▸ BRIEF:
Copy all the lines of the data that include the word "Alte".

BEGIN EXCERPTED RECORDS

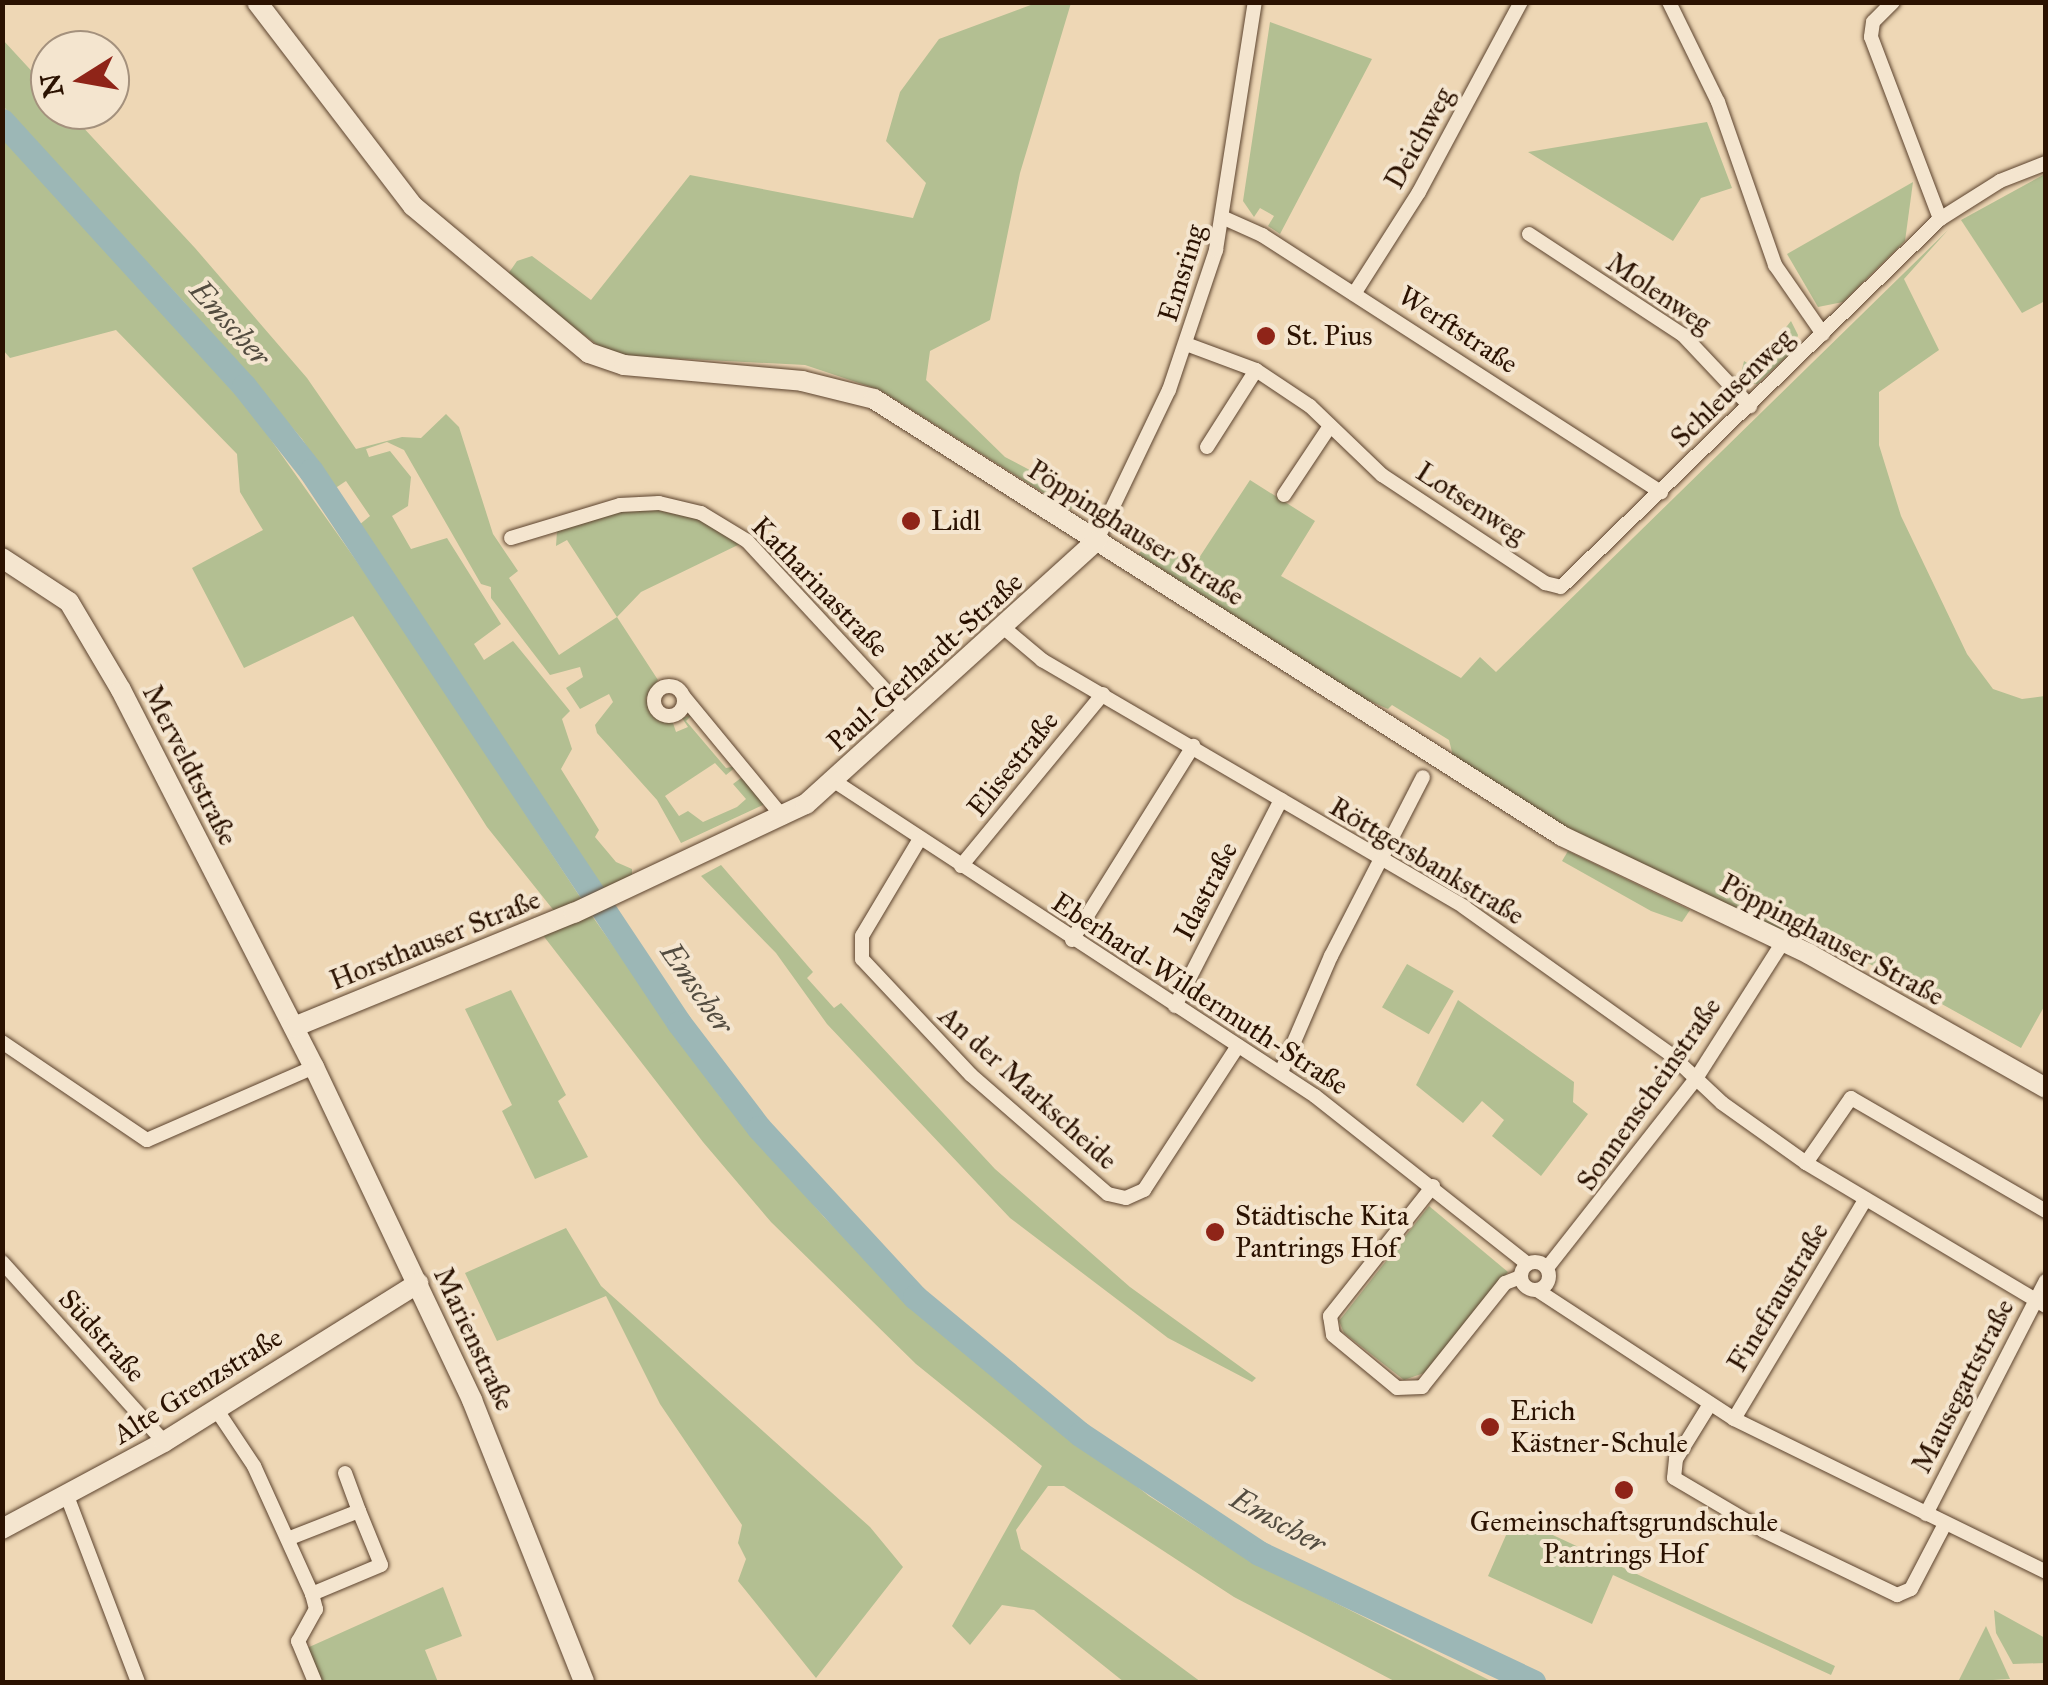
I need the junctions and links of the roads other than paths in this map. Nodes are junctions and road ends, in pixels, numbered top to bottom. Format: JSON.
{"nodes":[{"id":1,"x":257,"y":2,"type":"edge"},
{"id":2,"x":1255,"y":2,"type":"edge"},
{"id":3,"x":1521,"y":2,"type":"edge"},
{"id":4,"x":1669,"y":2,"type":"edge"},
{"id":5,"x":1894,"y":2,"type":"edge"},
{"id":6,"x":2046,"y":163,"type":"edge"},
{"id":7,"x":1224,"y":218,"type":"junction"},
{"id":8,"x":1940,"y":219,"type":"junction"},
{"id":9,"x":1529,"y":234,"type":"dead end"},
{"id":10,"x":1354,"y":294,"type":"junction"},
{"id":11,"x":1823,"y":334,"type":"junction"},
{"id":12,"x":1186,"y":344,"type":"junction"},
{"id":13,"x":1256,"y":370,"type":"junction"},
{"id":14,"x":1750,"y":406,"type":"junction"},
{"id":15,"x":1330,"y":426,"type":"junction"},
{"id":16,"x":1207,"y":446,"type":"dead end"},
{"id":17,"x":1661,"y":492,"type":"junction"},
{"id":18,"x":1284,"y":496,"type":"dead end"},
{"id":19,"x":511,"y":538,"type":"dead end"},
{"id":20,"x":1097,"y":540,"type":"junction"},
{"id":21,"x":2,"y":558,"type":"edge"},
{"id":22,"x":1556,"y":586,"type":"joint"},
{"id":23,"x":1004,"y":628,"type":"junction"},
{"id":24,"x":1103,"y":694,"type":"junction"},
{"id":25,"x":684,"y":698,"type":"dead end"},
{"id":26,"x":908,"y":715,"type":"junction"},
{"id":27,"x":1193,"y":746,"type":"junction"},
{"id":28,"x":1423,"y":778,"type":"dead end"},
{"id":29,"x":834,"y":782,"type":"junction"},
{"id":30,"x":1281,"y":800,"type":"junction"},
{"id":31,"x":783,"y":817,"type":"junction"},
{"id":32,"x":918,"y":842,"type":"junction"},
{"id":33,"x":1378,"y":860,"type":"junction"},
{"id":34,"x":961,"y":866,"type":"junction"},
{"id":35,"x":597,"y":902,"type":"joint"},
{"id":36,"x":1072,"y":940,"type":"junction"},
{"id":37,"x":1783,"y":942,"type":"junction"},
{"id":38,"x":1175,"y":1006,"type":"junction"},
{"id":39,"x":294,"y":1027,"type":"junction"},
{"id":40,"x":2,"y":1042,"type":"edge"},
{"id":41,"x":1238,"y":1046,"type":"junction"},
{"id":42,"x":314,"y":1067,"type":"junction"},
{"id":43,"x":1281,"y":1072,"type":"junction"},
{"id":44,"x":1695,"y":1080,"type":"junction"},
{"id":45,"x":2046,"y":1088,"type":"edge"},
{"id":46,"x":1806,"y":1163,"type":"junction"},
{"id":47,"x":1432,"y":1186,"type":"junction"},
{"id":48,"x":1865,"y":1200,"type":"junction"},
{"id":49,"x":2046,"y":1211,"type":"edge"},
{"id":50,"x":2,"y":1262,"type":"edge"},
{"id":51,"x":1547,"y":1268,"type":"junction"},
{"id":52,"x":1524,"y":1271,"type":"junction"},
{"id":53,"x":2046,"y":1280,"type":"edge"},
{"id":54,"x":418,"y":1284,"type":"junction"},
{"id":55,"x":1536,"y":1290,"type":"junction"},
{"id":56,"x":2040,"y":1303,"type":"edge"},
{"id":57,"x":1710,"y":1404,"type":"junction"},
{"id":58,"x":216,"y":1409,"type":"junction"},
{"id":59,"x":1734,"y":1419,"type":"junction"},
{"id":60,"x":164,"y":1442,"type":"junction"},
{"id":61,"x":344,"y":1473,"type":"dead end"},
{"id":62,"x":67,"y":1496,"type":"junction"},
{"id":63,"x":359,"y":1511,"type":"junction"},
{"id":64,"x":1926,"y":1514,"type":"junction"},
{"id":65,"x":1945,"y":1524,"type":"junction"},
{"id":66,"x":2,"y":1529,"type":"edge"},
{"id":67,"x":290,"y":1538,"type":"junction"},
{"id":68,"x":2046,"y":1572,"type":"edge"},
{"id":69,"x":312,"y":1594,"type":"junction"},
{"id":70,"x":138,"y":1682,"type":"edge"},
{"id":71,"x":315,"y":1682,"type":"edge"},
{"id":72,"x":584,"y":1682,"type":"edge"}],
"edges":[{"from":1,"to":20,"type":"main road","name":"Pöppinghauser Straße"},
{"from":2,"to":7,"type":"street","name":"Emsring"},
{"from":3,"to":10,"type":"street","name":"Deichweg"},
{"from":4,"to":11,"type":"street"},
{"from":5,"to":8,"type":"street"},
{"from":6,"to":8,"type":"street","name":"Schleusenweg"},
{"from":7,"to":10,"type":"street","name":"Werftstraße"},
{"from":7,"to":12,"type":"street","name":"Emsring"},
{"from":8,"to":11,"type":"street","name":"Schleusenweg"},
{"from":9,"to":14,"type":"street","name":"Molenweg"},
{"from":10,"to":17,"type":"street","name":"Werftstraße"},
{"from":11,"to":14,"type":"street","name":"Schleusenweg"},
{"from":12,"to":13,"type":"street","name":"Lotsenweg"},
{"from":12,"to":20,"type":"street","name":"Emsring"},
{"from":13,"to":15,"type":"street","name":"Lotsenweg"},
{"from":13,"to":16,"type":"street"},
{"from":14,"to":17,"type":"street","name":"Schleusenweg"},
{"from":15,"to":18,"type":"street"},
{"from":15,"to":22,"type":"street","name":"Lotsenweg"},
{"from":17,"to":22,"type":"street","name":"Schleusenweg"},
{"from":19,"to":26,"type":"street","name":"Katharinastraße"},
{"from":20,"to":23,"type":"main road","name":"Paul-Gerhardt-Straße"},
{"from":20,"to":37,"type":"main road","name":"Pöppinghauser Straße"},
{"from":21,"to":39,"type":"main road","name":"Merveldtstraße"},
{"from":23,"to":24,"type":"street","name":"Röttgersbankstraße"},
{"from":23,"to":26,"type":"main road","name":"Paul-Gerhardt-Straße"},
{"from":24,"to":27,"type":"street","name":"Röttgersbankstraße"},
{"from":24,"to":34,"type":"street","name":"Elisestraße"},
{"from":25,"to":31,"type":"street"},
{"from":26,"to":29,"type":"main road","name":"Paul-Gerhardt-Straße"},
{"from":27,"to":30,"type":"street","name":"Röttgersbankstraße"},
{"from":27,"to":36,"type":"street"},
{"from":28,"to":33,"type":"street"},
{"from":29,"to":31,"type":"main road","name":"Paul-Gerhardt-Straße"},
{"from":29,"to":32,"type":"street","name":"Eberhard-Wildermuth-Straße"},
{"from":30,"to":33,"type":"street","name":"Röttgersbankstraße"},
{"from":30,"to":38,"type":"street","name":"Idastraße"},
{"from":31,"to":35,"type":"main road","name":"Paul-Gerhardt-Straße"},
{"from":32,"to":34,"type":"street","name":"Eberhard-Wildermuth-Straße"},
{"from":32,"to":41,"type":"street","name":"An der Markscheide"},
{"from":33,"to":43,"type":"street"},
{"from":33,"to":44,"type":"street","name":"Röttgersbankstraße"},
{"from":34,"to":36,"type":"street","name":"Eberhard-Wildermuth-Straße"},
{"from":35,"to":39,"type":"main road","name":"Horsthauser Straße"},
{"from":36,"to":38,"type":"street","name":"Eberhard-Wildermuth-Straße"},
{"from":37,"to":44,"type":"street","name":"Sonnenscheinstraße"},
{"from":37,"to":45,"type":"main road","name":"Pöppinghauser Straße"},
{"from":38,"to":41,"type":"street","name":"Eberhard-Wildermuth-Straße"},
{"from":39,"to":42,"type":"main road","name":"Marienstraße"},
{"from":40,"to":42,"type":"street"},
{"from":41,"to":43,"type":"street","name":"Eberhard-Wildermuth-Straße"},
{"from":42,"to":54,"type":"main road","name":"Marienstraße"},
{"from":43,"to":47,"type":"street","name":"Eberhard-Wildermuth-Straße"},
{"from":44,"to":46,"type":"street","name":"Röttgersbankstraße"},
{"from":44,"to":51,"type":"street","name":"Sonnenscheinstraße"},
{"from":46,"to":48,"type":"street","name":"Röttgersbankstraße"},
{"from":46,"to":49,"type":"street"},
{"from":47,"to":52,"type":"street","name":"Eberhard-Wildermuth-Straße"},
{"from":47,"to":52,"type":"street"},
{"from":48,"to":56,"type":"street","name":"Röttgersbankstraße"},
{"from":48,"to":59,"type":"street","name":"Finefraustraße"},
{"from":50,"to":60,"type":"street","name":"Südstraße"},
{"from":51,"to":52,"type":"street"},
{"from":51,"to":55,"type":"street","name":"Sonnenscheinstraße"},
{"from":52,"to":55,"type":"street","name":"Eberhard-Wildermuth-Straße"},
{"from":53,"to":56,"type":"street","name":"Mausegattstraße"},
{"from":54,"to":58,"type":"main road","name":"Alte Grenzstraße"},
{"from":54,"to":72,"type":"main road","name":"Marienstraße"},
{"from":55,"to":57,"type":"street"},
{"from":56,"to":64,"type":"street","name":"Mausegattstraße"},
{"from":57,"to":59,"type":"street"},
{"from":57,"to":65,"type":"street"},
{"from":58,"to":60,"type":"main road","name":"Alte Grenzstraße"},
{"from":58,"to":67,"type":"street"},
{"from":59,"to":64,"type":"street"},
{"from":60,"to":62,"type":"main road","name":"Alte Grenzstraße"},
{"from":61,"to":63,"type":"street"},
{"from":62,"to":66,"type":"main road","name":"Alte Grenzstraße"},
{"from":62,"to":70,"type":"street"},
{"from":63,"to":67,"type":"street"},
{"from":63,"to":69,"type":"street"},
{"from":64,"to":65,"type":"street"},
{"from":65,"to":68,"type":"street"},
{"from":67,"to":69,"type":"street"},
{"from":69,"to":71,"type":"street"}]}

END EXCERPTED RECORDS

▸ YOUR SOLUTION:
{"from":54,"to":58,"type":"main road","name":"Alte Grenzstraße"},
{"from":58,"to":60,"type":"main road","name":"Alte Grenzstraße"},
{"from":60,"to":62,"type":"main road","name":"Alte Grenzstraße"},
{"from":62,"to":66,"type":"main road","name":"Alte Grenzstraße"},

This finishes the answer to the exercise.